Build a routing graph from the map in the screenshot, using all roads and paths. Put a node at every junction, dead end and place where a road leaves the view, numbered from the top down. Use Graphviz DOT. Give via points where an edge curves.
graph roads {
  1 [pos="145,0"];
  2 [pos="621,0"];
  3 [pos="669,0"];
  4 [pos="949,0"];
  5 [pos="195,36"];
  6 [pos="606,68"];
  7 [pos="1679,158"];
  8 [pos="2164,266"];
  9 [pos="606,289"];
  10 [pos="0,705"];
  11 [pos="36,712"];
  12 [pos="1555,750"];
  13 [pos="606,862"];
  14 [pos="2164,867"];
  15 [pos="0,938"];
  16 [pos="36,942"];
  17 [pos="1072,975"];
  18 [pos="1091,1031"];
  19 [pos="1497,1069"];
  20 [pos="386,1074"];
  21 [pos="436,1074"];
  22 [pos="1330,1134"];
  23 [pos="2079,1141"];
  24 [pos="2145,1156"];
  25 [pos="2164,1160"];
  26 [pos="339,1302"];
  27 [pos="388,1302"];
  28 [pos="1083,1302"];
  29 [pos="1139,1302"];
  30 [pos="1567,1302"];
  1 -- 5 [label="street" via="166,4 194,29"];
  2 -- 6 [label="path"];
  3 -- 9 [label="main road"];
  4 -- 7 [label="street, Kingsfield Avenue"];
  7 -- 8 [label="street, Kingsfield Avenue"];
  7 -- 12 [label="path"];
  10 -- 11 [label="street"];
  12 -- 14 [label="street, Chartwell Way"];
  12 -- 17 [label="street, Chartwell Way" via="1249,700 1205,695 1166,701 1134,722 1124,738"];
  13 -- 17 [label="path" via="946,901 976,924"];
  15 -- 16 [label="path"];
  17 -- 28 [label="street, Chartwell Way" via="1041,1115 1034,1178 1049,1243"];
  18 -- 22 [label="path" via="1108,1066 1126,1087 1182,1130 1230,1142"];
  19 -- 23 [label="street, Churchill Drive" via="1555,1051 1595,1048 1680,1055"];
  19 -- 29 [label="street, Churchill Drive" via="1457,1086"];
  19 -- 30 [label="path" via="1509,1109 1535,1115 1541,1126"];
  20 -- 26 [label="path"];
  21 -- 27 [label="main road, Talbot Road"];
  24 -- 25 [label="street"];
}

◇ ◇ ◇

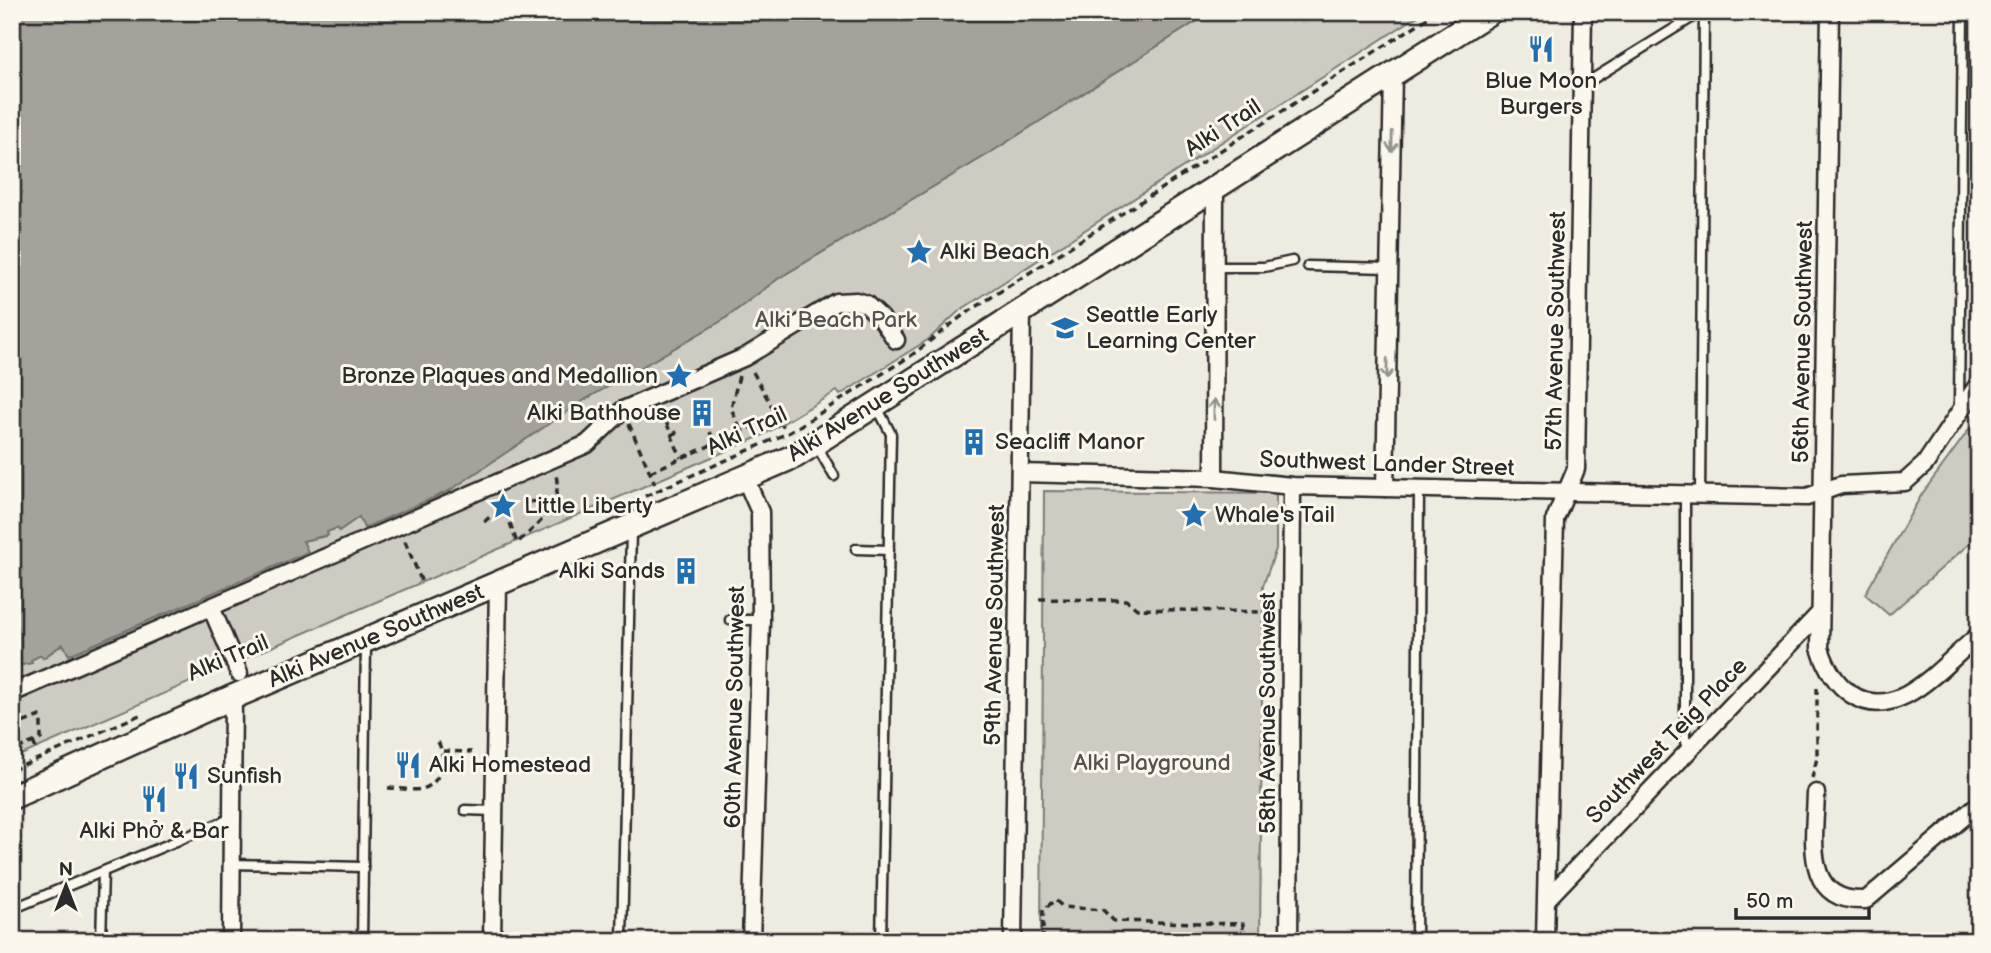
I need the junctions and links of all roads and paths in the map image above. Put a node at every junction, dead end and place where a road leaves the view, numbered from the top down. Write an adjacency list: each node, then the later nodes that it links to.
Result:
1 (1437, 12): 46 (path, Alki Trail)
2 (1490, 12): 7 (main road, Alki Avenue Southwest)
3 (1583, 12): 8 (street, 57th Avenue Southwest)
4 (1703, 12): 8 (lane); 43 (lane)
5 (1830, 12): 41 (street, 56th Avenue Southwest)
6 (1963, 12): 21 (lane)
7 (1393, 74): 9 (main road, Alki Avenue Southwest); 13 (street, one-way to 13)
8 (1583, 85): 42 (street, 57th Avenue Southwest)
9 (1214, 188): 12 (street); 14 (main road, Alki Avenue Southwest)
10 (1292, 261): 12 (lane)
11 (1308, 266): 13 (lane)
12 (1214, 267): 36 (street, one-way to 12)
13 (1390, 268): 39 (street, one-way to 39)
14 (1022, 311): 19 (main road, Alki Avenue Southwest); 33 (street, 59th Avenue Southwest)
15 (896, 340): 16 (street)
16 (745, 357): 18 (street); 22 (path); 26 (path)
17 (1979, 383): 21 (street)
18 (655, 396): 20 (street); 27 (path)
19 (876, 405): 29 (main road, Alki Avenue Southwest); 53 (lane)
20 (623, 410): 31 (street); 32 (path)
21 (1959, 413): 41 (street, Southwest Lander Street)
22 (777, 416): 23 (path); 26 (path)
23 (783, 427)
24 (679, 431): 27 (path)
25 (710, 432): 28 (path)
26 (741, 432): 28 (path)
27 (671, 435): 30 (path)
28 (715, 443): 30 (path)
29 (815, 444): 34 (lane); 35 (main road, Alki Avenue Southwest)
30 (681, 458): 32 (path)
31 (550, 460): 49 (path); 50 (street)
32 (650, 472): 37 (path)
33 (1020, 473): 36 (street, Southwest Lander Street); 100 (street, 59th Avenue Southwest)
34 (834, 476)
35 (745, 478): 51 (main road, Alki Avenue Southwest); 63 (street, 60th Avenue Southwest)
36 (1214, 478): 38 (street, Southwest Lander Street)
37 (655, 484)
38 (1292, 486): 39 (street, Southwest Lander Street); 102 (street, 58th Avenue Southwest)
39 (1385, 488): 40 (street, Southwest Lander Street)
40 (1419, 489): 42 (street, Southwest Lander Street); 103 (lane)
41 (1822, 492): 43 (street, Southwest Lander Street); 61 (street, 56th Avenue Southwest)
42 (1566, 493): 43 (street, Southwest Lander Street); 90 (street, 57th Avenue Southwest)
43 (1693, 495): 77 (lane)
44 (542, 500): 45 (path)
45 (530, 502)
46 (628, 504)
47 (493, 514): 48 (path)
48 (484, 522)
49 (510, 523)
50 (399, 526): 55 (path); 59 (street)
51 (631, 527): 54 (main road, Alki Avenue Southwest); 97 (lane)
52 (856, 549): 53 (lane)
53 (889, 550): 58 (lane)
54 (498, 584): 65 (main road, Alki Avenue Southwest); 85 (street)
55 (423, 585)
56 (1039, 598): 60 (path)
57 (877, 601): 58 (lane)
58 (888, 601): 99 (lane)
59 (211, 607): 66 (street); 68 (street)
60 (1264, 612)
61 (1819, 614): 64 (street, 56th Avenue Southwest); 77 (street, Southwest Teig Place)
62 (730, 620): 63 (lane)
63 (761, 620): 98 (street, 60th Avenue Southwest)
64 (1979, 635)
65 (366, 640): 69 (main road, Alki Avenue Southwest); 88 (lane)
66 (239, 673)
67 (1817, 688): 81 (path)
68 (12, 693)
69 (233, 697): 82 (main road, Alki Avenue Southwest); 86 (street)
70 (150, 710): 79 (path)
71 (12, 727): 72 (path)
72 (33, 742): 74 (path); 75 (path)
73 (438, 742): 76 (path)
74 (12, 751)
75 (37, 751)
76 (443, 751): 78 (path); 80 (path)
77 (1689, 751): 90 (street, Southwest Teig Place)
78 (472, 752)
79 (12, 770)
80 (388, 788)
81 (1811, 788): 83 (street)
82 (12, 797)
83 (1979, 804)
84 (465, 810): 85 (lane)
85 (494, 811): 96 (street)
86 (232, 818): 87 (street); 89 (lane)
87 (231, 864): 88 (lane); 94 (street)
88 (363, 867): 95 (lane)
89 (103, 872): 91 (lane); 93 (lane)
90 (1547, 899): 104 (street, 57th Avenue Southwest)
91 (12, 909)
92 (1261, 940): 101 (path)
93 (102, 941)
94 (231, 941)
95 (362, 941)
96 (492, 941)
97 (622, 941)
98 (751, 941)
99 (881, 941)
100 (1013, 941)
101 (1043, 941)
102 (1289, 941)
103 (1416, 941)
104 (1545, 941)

◇ ◇ ◇

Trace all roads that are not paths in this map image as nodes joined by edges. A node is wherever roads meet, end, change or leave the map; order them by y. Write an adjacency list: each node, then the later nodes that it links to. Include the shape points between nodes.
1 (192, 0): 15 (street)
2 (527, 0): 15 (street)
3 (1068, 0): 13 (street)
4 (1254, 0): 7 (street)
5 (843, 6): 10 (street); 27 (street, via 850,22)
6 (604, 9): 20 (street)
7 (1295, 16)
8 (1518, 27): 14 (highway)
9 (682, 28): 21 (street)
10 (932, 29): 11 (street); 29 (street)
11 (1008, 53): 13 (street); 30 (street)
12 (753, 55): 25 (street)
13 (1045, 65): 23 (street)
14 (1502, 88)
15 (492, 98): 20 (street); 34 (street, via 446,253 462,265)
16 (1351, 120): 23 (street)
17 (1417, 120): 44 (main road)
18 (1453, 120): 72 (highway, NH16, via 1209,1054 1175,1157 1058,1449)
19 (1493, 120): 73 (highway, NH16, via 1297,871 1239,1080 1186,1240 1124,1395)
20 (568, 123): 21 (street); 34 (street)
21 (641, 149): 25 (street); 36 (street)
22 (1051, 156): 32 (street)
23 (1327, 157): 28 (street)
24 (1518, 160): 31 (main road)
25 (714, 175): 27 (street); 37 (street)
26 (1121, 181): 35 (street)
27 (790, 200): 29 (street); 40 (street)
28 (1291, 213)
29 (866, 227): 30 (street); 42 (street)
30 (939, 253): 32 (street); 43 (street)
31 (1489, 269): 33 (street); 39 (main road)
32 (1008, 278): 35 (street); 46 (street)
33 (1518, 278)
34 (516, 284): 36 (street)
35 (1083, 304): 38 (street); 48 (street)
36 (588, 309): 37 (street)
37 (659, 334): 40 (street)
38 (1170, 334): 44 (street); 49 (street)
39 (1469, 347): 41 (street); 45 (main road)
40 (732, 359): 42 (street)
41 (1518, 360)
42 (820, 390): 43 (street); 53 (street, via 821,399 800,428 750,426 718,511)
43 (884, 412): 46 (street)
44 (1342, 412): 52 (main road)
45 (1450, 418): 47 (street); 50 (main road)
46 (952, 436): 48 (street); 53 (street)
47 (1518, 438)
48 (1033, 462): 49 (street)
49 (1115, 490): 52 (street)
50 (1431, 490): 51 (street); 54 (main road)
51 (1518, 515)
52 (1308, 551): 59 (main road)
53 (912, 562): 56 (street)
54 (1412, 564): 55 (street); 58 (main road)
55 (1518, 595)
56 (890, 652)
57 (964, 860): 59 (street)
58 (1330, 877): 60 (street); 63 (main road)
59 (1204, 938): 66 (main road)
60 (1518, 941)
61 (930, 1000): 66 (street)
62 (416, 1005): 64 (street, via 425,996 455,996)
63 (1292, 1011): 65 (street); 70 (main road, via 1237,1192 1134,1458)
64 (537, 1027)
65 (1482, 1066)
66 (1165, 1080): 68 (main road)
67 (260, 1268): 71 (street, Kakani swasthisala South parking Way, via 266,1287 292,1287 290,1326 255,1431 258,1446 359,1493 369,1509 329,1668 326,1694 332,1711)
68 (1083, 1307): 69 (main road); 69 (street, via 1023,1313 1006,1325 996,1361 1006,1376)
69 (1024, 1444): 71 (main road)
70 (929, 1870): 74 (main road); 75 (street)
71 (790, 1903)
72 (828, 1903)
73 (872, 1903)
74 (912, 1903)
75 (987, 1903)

◇ ◇ ◇

• [TASK STATEMENT]: Each line above that includes the word "later" is to be copied.

• [RESULT OF THE TASK]:
I need the junctions and links of all roads and paths in the map image above. Put a node at every junction, dead end and place where a road leaves the view, numbered from the top down. Write an adjacency list: each node, then the later nodes that it links to.
Trace all roads that are not paths in this map image as nodes joined by edges. A node is wherever roads meet, end, change or leave the map; order them by y. Write an adjacency list: each node, then the later nodes that it links to. Include the shape points between nodes.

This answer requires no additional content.